When you find the word "Write" in a line of the entries, please copy the whole line.

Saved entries
· · · ·
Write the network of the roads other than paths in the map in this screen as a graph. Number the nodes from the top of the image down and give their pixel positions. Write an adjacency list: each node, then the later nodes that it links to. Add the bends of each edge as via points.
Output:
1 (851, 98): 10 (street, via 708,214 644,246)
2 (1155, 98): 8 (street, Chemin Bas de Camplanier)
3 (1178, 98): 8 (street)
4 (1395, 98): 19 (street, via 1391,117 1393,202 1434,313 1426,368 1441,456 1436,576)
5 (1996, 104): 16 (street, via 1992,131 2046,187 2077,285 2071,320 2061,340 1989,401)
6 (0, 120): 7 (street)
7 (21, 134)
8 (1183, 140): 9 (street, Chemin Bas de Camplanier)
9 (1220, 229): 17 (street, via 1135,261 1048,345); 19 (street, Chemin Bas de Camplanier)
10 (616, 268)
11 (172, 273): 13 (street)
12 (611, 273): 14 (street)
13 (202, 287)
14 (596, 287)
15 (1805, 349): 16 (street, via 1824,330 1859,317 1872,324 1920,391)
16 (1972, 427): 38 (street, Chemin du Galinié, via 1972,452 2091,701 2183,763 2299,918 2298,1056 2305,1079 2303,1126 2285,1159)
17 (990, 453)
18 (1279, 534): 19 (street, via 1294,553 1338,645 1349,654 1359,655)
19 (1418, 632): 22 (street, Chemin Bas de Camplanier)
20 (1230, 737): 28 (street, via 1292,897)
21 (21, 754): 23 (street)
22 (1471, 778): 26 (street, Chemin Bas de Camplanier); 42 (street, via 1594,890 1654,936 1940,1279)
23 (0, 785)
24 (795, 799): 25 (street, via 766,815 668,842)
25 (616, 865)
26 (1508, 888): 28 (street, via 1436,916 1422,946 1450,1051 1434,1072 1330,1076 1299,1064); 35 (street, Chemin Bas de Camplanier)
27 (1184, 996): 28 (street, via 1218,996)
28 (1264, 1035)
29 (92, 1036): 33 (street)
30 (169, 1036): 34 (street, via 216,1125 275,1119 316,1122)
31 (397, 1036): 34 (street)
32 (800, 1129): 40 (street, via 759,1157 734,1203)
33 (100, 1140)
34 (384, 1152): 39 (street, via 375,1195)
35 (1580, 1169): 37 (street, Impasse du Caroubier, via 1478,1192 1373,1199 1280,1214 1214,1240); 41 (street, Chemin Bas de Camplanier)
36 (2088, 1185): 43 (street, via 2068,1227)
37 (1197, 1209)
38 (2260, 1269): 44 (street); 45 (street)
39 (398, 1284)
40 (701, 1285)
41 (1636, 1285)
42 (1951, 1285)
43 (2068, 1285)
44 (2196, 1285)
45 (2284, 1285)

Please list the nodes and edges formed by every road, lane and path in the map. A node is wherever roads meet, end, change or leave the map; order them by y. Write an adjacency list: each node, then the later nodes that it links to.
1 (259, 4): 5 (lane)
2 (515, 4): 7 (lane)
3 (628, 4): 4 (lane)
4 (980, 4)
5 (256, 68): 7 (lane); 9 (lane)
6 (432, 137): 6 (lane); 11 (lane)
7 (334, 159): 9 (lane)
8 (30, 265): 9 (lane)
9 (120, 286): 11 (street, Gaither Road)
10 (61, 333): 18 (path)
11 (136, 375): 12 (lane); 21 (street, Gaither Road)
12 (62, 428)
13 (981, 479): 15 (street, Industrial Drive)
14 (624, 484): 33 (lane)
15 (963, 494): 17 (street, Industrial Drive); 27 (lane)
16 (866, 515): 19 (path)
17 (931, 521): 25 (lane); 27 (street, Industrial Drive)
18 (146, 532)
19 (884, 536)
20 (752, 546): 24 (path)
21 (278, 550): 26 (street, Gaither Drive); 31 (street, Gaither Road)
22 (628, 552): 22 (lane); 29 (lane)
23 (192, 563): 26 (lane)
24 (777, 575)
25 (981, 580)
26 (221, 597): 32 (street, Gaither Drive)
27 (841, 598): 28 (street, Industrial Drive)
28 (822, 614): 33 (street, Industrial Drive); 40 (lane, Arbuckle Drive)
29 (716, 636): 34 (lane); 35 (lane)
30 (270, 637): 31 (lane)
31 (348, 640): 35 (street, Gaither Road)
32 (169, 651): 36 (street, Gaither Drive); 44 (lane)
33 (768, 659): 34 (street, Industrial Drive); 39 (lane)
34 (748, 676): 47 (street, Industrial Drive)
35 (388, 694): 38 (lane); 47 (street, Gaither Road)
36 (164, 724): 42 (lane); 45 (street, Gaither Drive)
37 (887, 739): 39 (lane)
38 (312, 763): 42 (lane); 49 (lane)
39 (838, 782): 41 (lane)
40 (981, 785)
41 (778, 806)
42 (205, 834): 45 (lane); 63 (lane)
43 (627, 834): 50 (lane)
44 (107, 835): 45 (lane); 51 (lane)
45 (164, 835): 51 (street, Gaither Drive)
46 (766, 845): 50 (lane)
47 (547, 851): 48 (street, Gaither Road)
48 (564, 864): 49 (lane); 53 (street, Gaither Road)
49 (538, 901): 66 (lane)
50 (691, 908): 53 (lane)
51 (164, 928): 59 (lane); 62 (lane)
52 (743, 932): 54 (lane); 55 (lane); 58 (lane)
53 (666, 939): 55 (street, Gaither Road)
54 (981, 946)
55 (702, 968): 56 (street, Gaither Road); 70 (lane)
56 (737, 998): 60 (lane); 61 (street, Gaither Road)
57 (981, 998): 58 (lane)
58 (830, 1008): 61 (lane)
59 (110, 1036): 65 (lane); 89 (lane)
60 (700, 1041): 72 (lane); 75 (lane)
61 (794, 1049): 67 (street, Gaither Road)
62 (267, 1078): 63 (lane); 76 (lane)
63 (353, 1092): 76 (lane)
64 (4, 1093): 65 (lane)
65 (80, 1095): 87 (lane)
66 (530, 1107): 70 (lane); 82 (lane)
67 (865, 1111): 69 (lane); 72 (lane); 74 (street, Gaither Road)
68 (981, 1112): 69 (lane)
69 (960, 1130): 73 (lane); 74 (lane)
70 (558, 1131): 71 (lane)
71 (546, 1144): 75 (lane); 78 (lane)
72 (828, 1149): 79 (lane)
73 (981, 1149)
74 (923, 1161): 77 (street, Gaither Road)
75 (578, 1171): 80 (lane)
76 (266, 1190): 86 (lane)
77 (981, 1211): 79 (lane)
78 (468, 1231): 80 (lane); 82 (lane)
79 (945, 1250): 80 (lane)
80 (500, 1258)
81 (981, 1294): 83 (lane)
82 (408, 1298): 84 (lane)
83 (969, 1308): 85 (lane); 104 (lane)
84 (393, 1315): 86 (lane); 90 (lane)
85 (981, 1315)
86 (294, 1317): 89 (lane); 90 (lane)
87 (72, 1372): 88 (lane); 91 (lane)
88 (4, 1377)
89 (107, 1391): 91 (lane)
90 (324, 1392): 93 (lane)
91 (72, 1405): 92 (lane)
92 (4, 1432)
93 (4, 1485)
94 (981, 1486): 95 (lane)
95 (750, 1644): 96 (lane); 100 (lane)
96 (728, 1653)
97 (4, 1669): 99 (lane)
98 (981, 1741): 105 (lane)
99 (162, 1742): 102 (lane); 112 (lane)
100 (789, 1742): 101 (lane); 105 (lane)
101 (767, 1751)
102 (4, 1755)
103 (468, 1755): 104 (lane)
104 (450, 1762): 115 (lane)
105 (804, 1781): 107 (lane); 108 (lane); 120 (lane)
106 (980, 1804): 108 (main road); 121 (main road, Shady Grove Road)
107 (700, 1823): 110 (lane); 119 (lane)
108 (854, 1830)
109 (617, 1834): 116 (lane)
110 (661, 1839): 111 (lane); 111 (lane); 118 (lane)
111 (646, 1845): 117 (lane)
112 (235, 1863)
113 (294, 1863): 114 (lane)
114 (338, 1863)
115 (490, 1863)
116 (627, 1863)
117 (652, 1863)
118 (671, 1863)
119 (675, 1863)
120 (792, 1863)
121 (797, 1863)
· · · ·
> **RESPONSE AREA**:
Write the network of the roads other than paths in the map in this screen as a graph. Number the nodes from the top of the image down and give their pixel positions. Write an adjacency list: each node, then the later nodes that it links to. Add the bends of each edge as via points.
Please list the nodes and edges formed by every road, lane and path in the map. A node is wherever roads meet, end, change or leave the map; order them by y. Write an adjacency list: each node, then the later nodes that it links to.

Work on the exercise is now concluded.